Canonical media flow

    Five steps from a user file to a finished generation

    1. 01
      get_upload_url(model_id)

      Returns a temp browser link. Send it to the user verbatim.

    2. 02
      User uploads in browser

      Kubeez probes duration / dimensions client-side into media_upload_metadata.

    3. 03
      get_upload_session(token)

      Returns public URLs + per-file duration_seconds + a billing_readiness flag.

    4. 04
      estimate_generation_cost(...)

      Exact price preview, no credits deducted. Quote it to the user.

    5. 05
      generate_*(...)

      Only after the user confirms — generation_id returned for polling.

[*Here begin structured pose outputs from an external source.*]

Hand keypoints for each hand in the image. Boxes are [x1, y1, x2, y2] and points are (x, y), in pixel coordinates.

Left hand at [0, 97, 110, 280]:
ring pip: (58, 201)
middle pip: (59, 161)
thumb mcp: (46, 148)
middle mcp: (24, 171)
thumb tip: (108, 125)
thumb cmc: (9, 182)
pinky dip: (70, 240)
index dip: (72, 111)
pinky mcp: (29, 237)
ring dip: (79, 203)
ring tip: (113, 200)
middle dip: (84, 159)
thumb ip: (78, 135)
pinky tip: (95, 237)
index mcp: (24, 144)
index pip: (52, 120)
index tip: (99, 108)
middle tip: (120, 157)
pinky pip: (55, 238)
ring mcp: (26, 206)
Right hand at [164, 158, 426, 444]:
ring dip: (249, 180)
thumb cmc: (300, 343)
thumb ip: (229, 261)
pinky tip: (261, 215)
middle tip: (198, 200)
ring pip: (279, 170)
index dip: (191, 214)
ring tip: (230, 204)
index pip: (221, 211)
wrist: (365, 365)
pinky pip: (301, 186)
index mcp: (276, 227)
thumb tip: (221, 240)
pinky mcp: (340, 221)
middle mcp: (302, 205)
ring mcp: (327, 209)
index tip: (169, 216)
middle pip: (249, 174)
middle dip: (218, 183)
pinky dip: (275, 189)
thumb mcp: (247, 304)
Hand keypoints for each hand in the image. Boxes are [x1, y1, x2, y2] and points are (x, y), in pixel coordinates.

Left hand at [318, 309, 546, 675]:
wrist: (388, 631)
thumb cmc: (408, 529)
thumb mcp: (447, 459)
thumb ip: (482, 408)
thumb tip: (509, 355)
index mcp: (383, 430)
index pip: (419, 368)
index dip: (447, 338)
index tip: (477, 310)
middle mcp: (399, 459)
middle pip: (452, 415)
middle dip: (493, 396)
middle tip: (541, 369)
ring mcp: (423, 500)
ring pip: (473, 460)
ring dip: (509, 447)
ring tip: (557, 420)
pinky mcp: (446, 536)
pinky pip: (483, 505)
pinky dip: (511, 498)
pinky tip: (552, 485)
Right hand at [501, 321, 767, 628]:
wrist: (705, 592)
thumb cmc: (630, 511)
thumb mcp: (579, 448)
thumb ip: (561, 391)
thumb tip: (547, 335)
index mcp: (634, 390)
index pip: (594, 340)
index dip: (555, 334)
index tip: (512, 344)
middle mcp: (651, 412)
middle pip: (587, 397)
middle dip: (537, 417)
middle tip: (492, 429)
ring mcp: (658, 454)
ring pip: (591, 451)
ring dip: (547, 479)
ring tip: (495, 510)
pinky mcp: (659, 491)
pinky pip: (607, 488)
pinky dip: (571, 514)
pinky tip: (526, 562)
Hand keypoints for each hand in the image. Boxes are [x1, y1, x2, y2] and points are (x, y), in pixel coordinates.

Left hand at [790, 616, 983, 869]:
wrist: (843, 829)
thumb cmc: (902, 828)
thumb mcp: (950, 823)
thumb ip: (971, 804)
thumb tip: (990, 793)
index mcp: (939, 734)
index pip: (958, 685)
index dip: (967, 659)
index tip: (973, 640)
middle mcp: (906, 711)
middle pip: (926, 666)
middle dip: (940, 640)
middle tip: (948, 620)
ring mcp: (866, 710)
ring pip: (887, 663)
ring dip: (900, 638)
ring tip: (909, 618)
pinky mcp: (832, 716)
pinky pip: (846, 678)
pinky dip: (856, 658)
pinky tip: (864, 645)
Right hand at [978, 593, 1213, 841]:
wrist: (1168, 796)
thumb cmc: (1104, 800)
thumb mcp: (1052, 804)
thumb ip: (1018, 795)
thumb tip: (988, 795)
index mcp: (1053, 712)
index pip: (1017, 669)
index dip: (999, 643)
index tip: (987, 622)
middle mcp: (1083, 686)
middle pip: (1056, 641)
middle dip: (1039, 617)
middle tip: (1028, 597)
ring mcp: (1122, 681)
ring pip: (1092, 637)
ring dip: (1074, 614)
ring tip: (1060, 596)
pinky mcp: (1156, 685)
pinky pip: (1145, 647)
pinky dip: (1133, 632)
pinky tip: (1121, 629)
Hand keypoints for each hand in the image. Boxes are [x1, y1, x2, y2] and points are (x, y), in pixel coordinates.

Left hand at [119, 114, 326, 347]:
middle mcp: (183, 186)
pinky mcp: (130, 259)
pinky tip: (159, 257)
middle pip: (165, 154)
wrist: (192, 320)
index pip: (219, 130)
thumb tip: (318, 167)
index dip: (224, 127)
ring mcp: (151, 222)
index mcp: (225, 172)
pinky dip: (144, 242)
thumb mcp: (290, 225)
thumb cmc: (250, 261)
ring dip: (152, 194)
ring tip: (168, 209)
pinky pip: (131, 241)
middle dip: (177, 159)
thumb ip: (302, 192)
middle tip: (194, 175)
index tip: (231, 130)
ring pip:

    Flat-rate models (Nano Banana, Flux, Imagen, Z-Image, Seedream, Logo Maker, ad-copy, music, speech) skip step 4 and quote cost_per_generation directly.

    How it works

    The MCP server runs every generation as an async job: you start it, then poll until it's done. Your client handles polling automatically — this page is for anyone building one or debugging the flow.

    #The canonical media flow

    For any tool that takes a file from the user (image edit, motion control, lip-sync, captions, separation, ad-copy):

    1. get_upload_url(model_id=X) — returns a temp browser link. Send it to the user verbatim.
    2. User uploads in their browser. Kubeez probes duration / dimensions client-side and writes them to the metadata table.
    3. get_upload_session(token) — returns the public URLs plus per-file duration_seconds and a billing_readiness flag (exact / pessimistic_fallback).
    4. estimate_generation_cost(model, reference_*_seconds=…) — exact price preview, no credits deducted. Quote it to the user.
    5. generate_*(...) — only after the user confirms.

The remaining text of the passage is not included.